Александр Николаевич Комаровский родился 7 мая 1906 года в Петербурге. 8 мая 1906 года на Северном Кавказе родился Андроник Мелконович Петросьянц, которого в обиходе все называли Андрей Михайлович. Их выдающийся вклад в становление и развитие атомной промышленности отмечен званиями Героя Социалистического Труда, многими орденами СССР, Ленинской и Государственной премиями.
С 1944 по 1963 год А.Н.Комаровский руководил строительством многих объектов атомной отрасли, в том числе в Дубне. В 1956-1963 гг. он - заместитель министра среднего машиностроения СССР. А.М.Петросьянц с июня 1953 года - начальник Управления оборудования Минсредмаша, затем заместитель министра. С 1962 года - председатель Государственного комитета Совета министров СССР по использованию атомной энергии - Полномочный представитель правительства СССР в ОИЯИ.
Проще говоря, Комаровский отвечал за строительство и эксплуатацию зданий атомных объектов, а Петросьянц - за техническое оборудование, включая конструкции систем безопасности ядерных реакторов. Однако Комаровский считал, что полного "разграничения полномочий" по безопасности нет. В своей книге "Строительство ядерных установок", изданной в 1961 году, он указывал, что сами здания АЭС при выполнении их в виде сферических или цилиндрических оболочек способны существенно уменьшить последствия возможной аварии реактора.
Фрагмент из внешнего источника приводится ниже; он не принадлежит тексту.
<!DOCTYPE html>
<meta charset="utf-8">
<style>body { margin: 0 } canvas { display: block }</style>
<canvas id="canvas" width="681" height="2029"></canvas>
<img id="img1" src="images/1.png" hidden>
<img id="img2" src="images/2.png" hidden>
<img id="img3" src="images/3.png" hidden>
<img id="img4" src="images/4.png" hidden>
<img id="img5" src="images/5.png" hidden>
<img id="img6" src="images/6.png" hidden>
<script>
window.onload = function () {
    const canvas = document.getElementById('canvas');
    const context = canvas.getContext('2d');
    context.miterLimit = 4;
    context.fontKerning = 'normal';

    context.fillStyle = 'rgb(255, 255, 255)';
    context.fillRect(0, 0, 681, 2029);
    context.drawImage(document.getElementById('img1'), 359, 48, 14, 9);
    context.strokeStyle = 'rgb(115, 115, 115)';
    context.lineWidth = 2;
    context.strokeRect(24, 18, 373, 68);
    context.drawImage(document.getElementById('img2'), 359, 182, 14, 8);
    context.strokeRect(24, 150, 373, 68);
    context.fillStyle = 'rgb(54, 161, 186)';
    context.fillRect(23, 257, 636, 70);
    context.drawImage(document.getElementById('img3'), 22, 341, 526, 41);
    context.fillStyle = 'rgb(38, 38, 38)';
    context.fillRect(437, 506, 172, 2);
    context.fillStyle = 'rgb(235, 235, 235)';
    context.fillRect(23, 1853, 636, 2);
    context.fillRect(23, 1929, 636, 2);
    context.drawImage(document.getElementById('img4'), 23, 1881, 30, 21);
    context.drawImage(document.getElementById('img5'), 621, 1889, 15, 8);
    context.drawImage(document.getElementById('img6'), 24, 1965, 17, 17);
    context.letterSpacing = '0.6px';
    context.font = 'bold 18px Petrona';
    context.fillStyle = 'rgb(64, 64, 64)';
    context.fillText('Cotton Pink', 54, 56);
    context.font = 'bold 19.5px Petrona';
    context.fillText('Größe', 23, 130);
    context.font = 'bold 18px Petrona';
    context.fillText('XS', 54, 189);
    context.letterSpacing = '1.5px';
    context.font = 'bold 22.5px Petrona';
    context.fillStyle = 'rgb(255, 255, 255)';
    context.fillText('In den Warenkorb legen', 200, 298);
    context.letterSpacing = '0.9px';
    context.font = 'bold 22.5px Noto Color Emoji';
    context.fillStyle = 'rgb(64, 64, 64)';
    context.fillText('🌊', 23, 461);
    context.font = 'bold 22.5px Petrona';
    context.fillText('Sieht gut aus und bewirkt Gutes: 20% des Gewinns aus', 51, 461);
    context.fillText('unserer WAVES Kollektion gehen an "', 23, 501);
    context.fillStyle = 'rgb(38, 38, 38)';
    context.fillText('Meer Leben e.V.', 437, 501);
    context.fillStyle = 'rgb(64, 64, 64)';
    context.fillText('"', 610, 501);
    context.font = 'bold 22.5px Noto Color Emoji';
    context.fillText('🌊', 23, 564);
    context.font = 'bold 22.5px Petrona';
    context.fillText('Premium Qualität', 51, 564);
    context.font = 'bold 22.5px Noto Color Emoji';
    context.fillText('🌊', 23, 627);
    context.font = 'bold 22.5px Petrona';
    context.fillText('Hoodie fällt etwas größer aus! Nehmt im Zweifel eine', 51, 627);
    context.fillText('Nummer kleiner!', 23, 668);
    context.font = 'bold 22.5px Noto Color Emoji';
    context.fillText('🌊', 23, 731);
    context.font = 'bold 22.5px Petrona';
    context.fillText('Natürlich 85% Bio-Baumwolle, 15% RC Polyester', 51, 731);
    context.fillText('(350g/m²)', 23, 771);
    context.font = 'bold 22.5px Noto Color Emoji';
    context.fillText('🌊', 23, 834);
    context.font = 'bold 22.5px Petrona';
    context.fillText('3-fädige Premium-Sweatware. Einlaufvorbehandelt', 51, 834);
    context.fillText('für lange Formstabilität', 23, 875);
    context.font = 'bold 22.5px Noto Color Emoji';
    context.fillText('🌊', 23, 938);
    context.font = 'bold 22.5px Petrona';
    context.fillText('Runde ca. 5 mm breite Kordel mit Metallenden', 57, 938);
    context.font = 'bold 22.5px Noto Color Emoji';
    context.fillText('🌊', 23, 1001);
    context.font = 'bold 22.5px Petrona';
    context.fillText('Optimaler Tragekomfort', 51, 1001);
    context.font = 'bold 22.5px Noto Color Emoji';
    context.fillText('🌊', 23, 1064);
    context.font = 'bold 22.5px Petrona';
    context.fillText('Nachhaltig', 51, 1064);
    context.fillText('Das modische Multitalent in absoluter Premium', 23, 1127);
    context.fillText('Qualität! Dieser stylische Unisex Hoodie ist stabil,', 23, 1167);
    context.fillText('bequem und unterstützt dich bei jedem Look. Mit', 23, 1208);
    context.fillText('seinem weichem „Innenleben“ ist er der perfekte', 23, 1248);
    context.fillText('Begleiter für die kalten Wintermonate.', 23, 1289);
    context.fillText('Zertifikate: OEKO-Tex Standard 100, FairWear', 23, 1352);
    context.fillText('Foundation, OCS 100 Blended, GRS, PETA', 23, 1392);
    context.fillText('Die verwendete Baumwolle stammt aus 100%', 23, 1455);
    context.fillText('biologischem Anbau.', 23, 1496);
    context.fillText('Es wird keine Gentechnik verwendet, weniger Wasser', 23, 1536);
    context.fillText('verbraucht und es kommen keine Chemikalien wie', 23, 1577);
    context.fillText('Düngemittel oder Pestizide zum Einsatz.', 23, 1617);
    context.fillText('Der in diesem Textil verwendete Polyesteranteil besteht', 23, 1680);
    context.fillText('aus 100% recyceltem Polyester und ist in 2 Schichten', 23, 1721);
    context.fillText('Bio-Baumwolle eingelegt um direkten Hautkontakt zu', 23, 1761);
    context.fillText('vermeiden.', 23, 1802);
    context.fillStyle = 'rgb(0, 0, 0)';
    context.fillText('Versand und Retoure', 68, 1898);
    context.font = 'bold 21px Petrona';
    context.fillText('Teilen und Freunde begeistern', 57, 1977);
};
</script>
По этому поводу между ними возникали противоречия, споры, одному из которых я оказался невольным свидетелем (об этом ниже). Чтобы лучше понять, что двигало ими в отстаивании своих позиций, - надо знать их жизненные кредо в обычной житейской обстановке.
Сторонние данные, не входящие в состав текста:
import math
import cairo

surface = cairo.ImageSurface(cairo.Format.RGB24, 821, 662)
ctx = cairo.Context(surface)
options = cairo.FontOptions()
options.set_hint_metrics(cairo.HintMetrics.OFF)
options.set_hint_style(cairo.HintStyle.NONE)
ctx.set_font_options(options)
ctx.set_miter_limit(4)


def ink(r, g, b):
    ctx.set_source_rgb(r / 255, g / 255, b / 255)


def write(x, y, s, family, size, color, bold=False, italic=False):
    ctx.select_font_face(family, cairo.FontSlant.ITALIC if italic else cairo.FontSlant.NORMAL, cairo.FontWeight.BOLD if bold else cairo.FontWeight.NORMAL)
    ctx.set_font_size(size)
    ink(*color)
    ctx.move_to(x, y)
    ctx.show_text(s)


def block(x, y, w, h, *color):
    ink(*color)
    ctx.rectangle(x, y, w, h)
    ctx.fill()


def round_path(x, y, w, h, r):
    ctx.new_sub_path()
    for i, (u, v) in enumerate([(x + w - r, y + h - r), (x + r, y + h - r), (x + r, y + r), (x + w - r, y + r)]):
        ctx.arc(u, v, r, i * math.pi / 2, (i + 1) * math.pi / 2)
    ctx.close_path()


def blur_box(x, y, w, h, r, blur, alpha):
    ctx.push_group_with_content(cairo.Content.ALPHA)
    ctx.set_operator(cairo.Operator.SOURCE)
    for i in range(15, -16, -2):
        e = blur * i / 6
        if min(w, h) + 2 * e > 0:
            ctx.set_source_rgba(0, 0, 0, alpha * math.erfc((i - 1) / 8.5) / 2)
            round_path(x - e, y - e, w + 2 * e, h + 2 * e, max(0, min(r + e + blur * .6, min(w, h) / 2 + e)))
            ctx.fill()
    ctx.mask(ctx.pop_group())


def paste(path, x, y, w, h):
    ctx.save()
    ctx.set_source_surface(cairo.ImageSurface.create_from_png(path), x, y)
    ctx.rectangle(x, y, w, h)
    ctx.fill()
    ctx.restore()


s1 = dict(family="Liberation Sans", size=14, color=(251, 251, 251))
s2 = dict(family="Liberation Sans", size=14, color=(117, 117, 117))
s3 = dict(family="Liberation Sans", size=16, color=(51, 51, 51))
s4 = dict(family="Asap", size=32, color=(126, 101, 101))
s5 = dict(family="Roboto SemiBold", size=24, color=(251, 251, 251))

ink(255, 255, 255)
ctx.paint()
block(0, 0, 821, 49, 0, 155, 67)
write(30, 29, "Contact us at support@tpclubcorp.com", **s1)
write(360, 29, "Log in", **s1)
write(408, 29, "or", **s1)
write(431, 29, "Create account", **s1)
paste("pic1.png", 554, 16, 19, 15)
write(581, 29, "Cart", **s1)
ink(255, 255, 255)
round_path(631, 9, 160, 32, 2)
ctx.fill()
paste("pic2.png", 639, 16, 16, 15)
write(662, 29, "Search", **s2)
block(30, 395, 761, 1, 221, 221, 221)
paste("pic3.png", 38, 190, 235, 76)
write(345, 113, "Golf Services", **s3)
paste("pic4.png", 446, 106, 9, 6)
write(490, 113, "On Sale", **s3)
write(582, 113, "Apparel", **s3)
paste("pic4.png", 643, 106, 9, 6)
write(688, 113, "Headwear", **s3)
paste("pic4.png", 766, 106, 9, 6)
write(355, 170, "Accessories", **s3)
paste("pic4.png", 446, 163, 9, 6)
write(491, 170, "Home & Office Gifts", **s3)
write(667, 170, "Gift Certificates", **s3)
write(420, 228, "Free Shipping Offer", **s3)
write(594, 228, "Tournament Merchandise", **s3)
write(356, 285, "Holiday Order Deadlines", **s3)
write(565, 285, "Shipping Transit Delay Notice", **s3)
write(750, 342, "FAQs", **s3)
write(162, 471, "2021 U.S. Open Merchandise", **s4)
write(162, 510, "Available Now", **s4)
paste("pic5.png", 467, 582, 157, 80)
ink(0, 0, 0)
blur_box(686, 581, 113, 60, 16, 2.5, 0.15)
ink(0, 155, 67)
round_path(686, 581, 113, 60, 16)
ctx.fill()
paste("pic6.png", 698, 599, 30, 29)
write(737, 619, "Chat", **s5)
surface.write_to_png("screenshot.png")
К сожалению, Петросьянца я не знал близко. Несколько раз встречался с ним в деловой и неформальной обстановке. Однако я хорошо чувствую национальный колорит. Андрей Михайлович - воплощение этого колорита. По воспоминаниям современников, он был хороший семьянин, благодушен, добр к людям, предан Родине, но иногда решения ЦК КПСС и правительств излишне принимал на веру и горячо защищал до последнего (сказывалась закалка комсомольского вожака).
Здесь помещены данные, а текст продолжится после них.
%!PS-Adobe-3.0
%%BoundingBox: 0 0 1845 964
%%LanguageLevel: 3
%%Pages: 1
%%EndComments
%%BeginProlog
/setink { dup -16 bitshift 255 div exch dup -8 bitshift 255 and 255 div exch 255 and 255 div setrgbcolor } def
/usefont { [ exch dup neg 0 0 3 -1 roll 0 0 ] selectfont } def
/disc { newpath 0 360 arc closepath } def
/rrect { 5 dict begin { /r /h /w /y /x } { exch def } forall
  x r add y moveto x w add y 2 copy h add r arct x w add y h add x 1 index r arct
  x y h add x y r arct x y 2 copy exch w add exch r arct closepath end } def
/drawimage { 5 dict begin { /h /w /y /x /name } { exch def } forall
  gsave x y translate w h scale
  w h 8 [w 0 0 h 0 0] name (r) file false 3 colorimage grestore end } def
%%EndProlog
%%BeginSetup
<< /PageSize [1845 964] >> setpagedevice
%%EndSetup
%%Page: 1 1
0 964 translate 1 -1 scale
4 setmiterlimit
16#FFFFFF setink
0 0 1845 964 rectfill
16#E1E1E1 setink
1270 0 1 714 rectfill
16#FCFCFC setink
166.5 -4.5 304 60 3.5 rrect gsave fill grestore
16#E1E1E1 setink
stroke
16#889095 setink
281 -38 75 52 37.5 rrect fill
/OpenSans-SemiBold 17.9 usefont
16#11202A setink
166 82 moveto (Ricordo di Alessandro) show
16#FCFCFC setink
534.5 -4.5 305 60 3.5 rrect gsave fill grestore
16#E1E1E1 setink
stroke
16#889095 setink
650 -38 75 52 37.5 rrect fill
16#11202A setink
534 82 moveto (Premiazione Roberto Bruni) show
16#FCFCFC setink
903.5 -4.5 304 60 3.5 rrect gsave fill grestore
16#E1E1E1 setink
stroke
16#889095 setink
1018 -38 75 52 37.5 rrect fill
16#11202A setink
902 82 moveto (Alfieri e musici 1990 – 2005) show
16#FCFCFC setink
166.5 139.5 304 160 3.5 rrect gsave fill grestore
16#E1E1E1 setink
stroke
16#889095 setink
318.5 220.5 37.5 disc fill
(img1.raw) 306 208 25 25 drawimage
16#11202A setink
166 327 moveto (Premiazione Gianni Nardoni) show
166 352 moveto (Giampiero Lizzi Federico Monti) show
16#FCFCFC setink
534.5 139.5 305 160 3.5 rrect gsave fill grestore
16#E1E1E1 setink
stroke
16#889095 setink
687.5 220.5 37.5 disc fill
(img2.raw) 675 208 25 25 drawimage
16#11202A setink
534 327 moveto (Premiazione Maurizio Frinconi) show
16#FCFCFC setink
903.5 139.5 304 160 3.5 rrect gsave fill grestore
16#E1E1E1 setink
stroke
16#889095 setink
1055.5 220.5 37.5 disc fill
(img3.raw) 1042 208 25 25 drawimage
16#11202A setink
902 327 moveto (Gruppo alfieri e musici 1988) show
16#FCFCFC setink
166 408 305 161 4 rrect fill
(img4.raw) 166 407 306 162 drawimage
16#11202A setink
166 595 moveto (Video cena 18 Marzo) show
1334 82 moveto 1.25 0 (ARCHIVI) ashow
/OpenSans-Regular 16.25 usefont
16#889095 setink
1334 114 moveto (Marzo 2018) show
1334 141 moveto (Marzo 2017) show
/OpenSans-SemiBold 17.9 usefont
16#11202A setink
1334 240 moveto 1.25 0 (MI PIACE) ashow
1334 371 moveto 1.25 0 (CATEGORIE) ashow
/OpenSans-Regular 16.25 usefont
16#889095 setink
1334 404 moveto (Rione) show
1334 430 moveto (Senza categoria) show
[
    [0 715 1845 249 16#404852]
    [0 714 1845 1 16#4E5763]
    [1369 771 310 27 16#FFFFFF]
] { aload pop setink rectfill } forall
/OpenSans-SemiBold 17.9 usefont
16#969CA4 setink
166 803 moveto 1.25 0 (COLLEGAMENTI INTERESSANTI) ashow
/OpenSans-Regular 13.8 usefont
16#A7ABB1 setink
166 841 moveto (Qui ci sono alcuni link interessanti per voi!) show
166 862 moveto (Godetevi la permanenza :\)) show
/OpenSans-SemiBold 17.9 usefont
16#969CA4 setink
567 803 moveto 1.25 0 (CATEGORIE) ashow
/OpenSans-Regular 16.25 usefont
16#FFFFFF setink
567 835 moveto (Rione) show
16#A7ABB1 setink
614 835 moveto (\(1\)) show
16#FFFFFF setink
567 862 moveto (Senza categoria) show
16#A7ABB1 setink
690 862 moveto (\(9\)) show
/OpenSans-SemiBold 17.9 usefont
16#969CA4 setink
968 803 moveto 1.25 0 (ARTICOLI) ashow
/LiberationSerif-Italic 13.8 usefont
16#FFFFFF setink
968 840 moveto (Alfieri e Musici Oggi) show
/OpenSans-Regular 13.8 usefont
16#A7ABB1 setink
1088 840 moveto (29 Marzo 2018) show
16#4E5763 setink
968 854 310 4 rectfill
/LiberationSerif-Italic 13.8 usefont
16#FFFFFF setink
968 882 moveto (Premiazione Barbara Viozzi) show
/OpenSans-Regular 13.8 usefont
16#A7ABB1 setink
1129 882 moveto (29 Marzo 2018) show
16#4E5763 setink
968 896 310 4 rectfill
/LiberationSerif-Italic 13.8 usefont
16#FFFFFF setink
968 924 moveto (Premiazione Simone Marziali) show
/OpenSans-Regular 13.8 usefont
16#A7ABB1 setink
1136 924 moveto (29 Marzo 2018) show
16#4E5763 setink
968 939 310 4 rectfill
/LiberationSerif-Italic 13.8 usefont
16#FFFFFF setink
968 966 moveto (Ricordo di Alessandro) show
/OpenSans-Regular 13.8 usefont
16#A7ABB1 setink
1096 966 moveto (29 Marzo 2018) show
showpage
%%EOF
Комаровского я знал очень хорошо. Был знаком с его женами и дочерью - профессором МИФИ. Часто бывал у него на работе и дома. Дело в том, что в 1959-1968 гг. я был аспирантом, а затем старшим преподавателем на кафедре "Строительство ядерных установок" МИСИ имени В.В.Куйбышева, которую по совместительству возглавлял доктор технических наук, профессор А.Н.Комаровский. Только благодаря ему я защитил кандидатскую диссертацию досрочно, быстрее, чем за два с половиной года, хотя в процессе работы случилось крупное ЧП.
Один из прорабов стройуправления Дубны, возглавляемого генералом М.М.Царевским, на территории ЛЯР буквально переколотил бульдозером все экспериментальные бетонные защитные блоки. Я изготавливал их более года и должен был облучать на синхроциклотроне. Я был в ужасе. До конца аспирантуры оставался один год. Хорошо, что догадался сфотографировать "хлам" и кинулся на Ордынку к Александру Николаевичу (он был моим научным руководителем). Комаровский бросил работу и инкогнито приехал в Дубну. Конечно, и М.М.Царевский и В.Н.Сергиенко (административный директор ОИЯИ) быстро узнали о приезде высокого начальства. Комаровский дал руководителям СМУ команду восстановить защиту в течение месяца. Все было сделано в срок и эксперимент прошел успешно. Правда, В.П.Джелепов (директор ЛЯП) с иронией сказал М.М.Комочкову, что Зайцев с помощью Комаровского превратил синхроциклотрон в "бетонный завод", но результатами он доволен.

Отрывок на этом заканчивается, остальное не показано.